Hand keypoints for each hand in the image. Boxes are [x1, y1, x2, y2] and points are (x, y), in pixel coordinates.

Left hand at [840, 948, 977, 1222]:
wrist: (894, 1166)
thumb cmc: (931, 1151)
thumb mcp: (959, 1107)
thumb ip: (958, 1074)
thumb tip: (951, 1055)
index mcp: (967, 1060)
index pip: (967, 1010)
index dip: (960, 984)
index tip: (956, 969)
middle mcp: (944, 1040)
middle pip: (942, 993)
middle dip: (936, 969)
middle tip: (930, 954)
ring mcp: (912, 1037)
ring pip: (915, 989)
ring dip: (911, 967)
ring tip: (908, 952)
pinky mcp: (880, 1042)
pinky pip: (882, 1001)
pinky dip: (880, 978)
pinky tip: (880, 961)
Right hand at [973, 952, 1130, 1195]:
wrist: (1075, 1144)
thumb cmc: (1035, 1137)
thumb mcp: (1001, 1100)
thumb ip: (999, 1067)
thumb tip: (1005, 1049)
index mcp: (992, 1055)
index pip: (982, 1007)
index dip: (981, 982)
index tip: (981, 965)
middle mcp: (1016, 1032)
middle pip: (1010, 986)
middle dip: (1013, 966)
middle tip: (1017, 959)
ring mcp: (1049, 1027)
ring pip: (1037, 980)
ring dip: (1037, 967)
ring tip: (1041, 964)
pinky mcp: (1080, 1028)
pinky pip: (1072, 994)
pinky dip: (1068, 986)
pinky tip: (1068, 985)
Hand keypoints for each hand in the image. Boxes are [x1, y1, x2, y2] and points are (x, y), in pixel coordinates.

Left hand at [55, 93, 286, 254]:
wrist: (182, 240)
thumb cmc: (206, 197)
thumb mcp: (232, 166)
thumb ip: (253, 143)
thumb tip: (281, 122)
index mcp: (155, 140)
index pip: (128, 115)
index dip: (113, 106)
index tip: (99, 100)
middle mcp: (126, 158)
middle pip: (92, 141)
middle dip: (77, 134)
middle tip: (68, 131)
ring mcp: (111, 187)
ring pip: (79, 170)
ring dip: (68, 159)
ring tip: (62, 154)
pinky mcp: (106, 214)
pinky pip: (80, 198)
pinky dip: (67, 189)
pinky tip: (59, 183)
....................
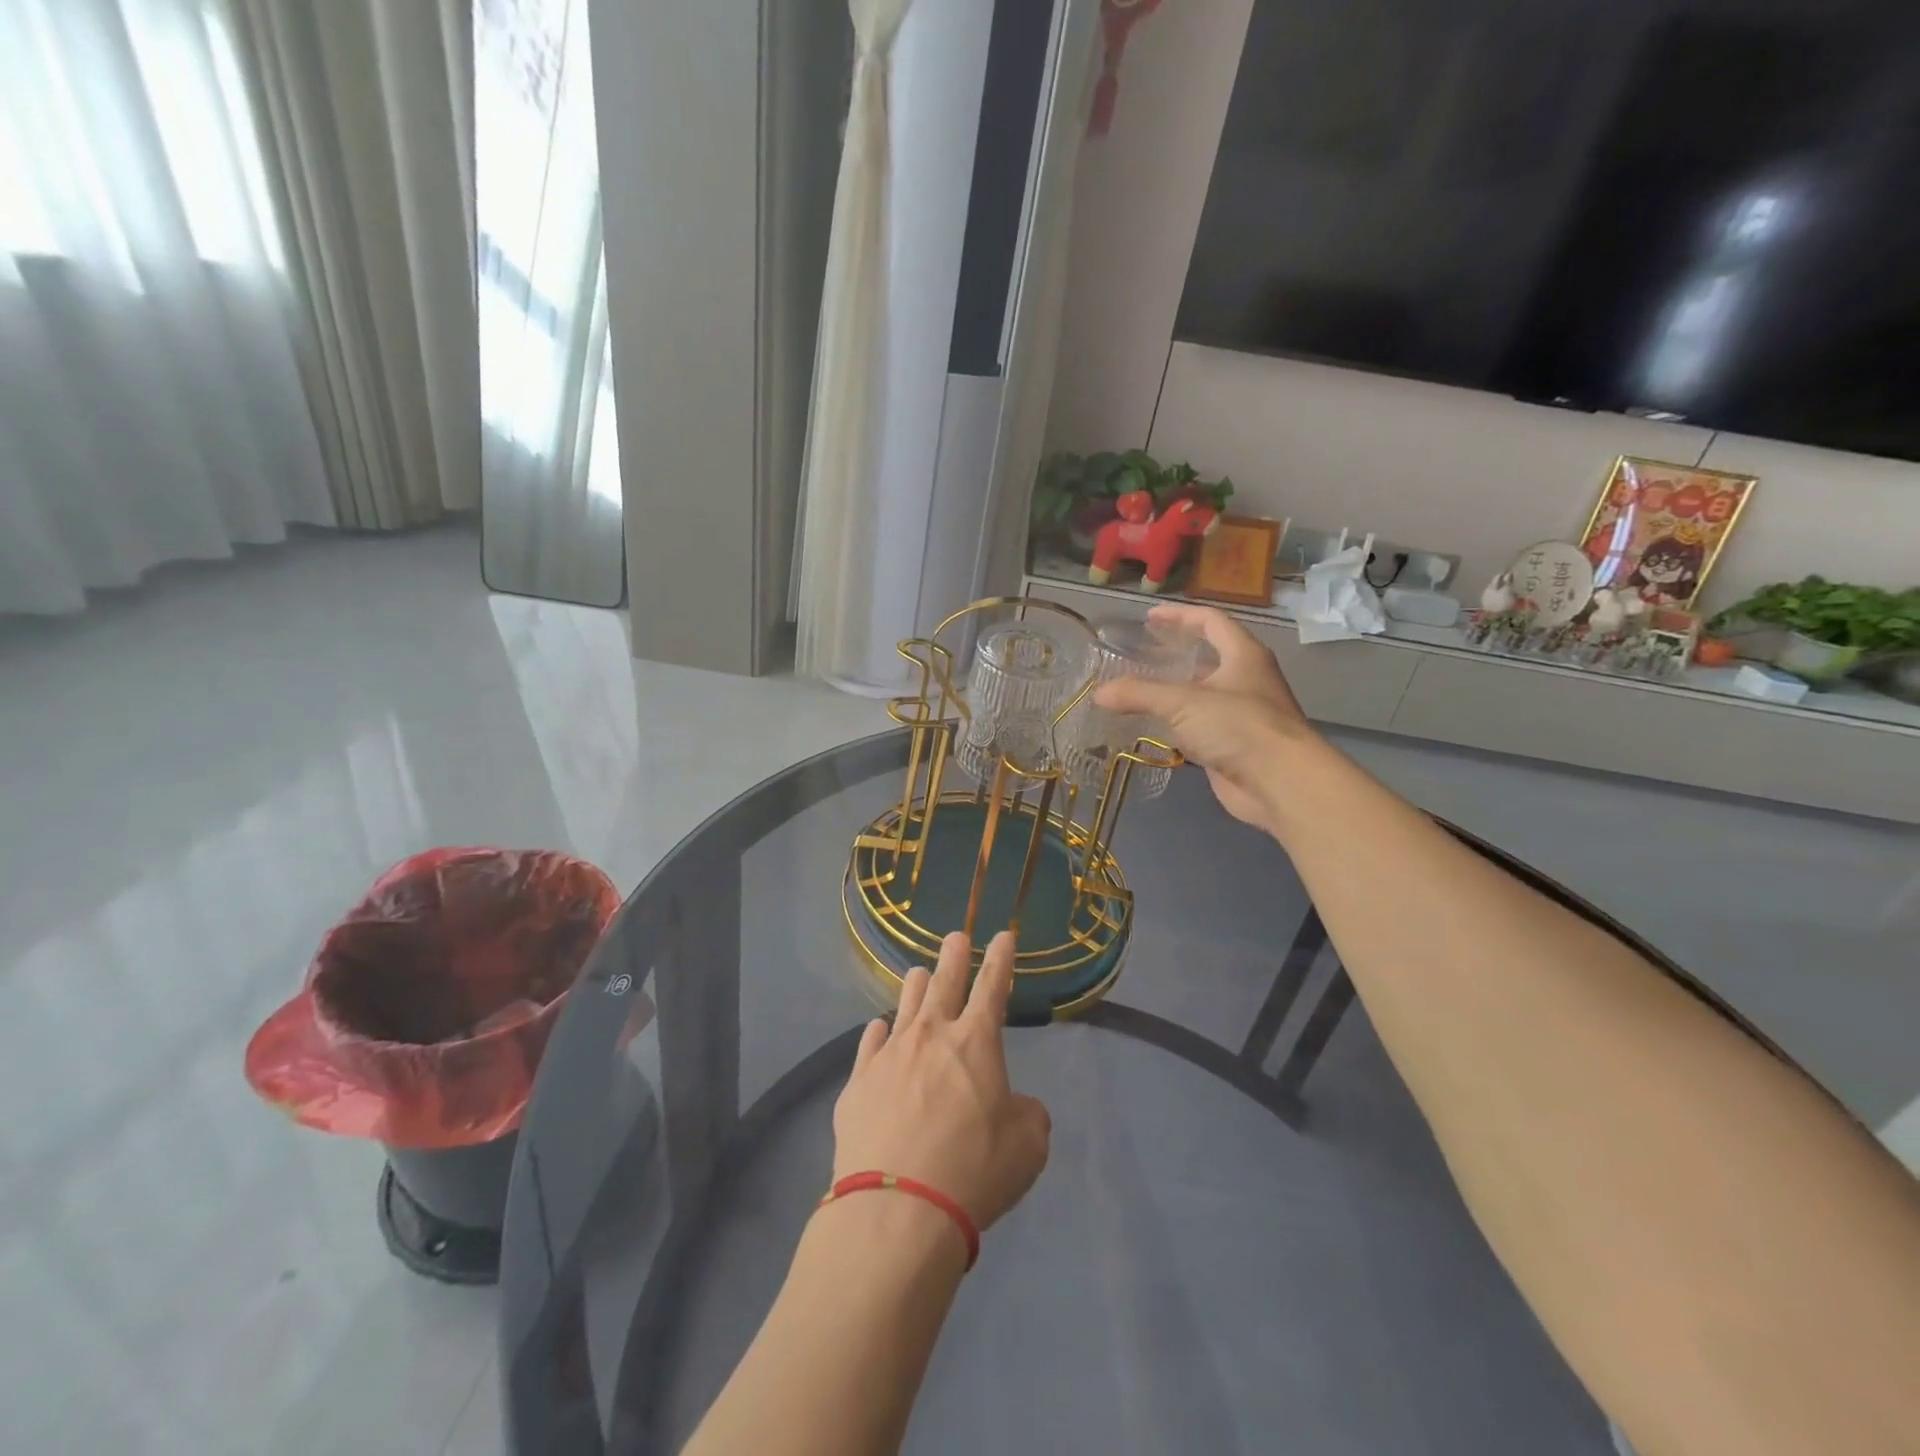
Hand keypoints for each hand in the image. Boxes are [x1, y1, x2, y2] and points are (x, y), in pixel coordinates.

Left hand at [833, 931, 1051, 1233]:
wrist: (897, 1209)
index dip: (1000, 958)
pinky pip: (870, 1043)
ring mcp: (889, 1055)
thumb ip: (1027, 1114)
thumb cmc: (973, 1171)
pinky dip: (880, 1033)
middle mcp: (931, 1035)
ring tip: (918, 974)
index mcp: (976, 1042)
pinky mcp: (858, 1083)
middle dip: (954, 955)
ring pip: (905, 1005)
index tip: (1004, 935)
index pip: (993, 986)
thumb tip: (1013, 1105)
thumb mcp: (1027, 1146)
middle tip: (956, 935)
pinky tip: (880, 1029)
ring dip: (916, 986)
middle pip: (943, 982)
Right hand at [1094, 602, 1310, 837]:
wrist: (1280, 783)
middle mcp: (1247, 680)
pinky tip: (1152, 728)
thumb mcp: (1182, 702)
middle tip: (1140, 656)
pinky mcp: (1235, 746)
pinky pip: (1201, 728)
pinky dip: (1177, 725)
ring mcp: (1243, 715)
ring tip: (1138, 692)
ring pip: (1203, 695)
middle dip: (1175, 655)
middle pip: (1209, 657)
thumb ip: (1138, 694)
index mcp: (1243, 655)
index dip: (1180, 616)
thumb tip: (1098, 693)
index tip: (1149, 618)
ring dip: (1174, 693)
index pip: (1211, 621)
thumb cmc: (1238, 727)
....................
What do the lines above say from the one containing "middle pip: (943, 982)" down to the one containing "thumb cmc: (1238, 727)"? Return them exactly, both end lines included, and only them.

middle pip: (943, 982)
Right hand at [1094, 602, 1310, 837]:
wrist: (1280, 783)
middle mcp: (1247, 680)
pinky tip: (1152, 728)
thumb mcp: (1182, 702)
middle tip: (1140, 656)
pinky mcp: (1235, 746)
pinky pip: (1201, 728)
pinky dip: (1177, 725)
ring mcp: (1243, 715)
ring tip: (1138, 692)
ring pip: (1203, 695)
middle dip: (1175, 655)
middle pip: (1209, 657)
thumb ip: (1138, 694)
index mcp: (1243, 655)
index dip: (1180, 616)
thumb tip: (1098, 693)
index tip: (1149, 618)
ring dip: (1174, 693)
index pip: (1211, 621)
thumb cmc: (1238, 727)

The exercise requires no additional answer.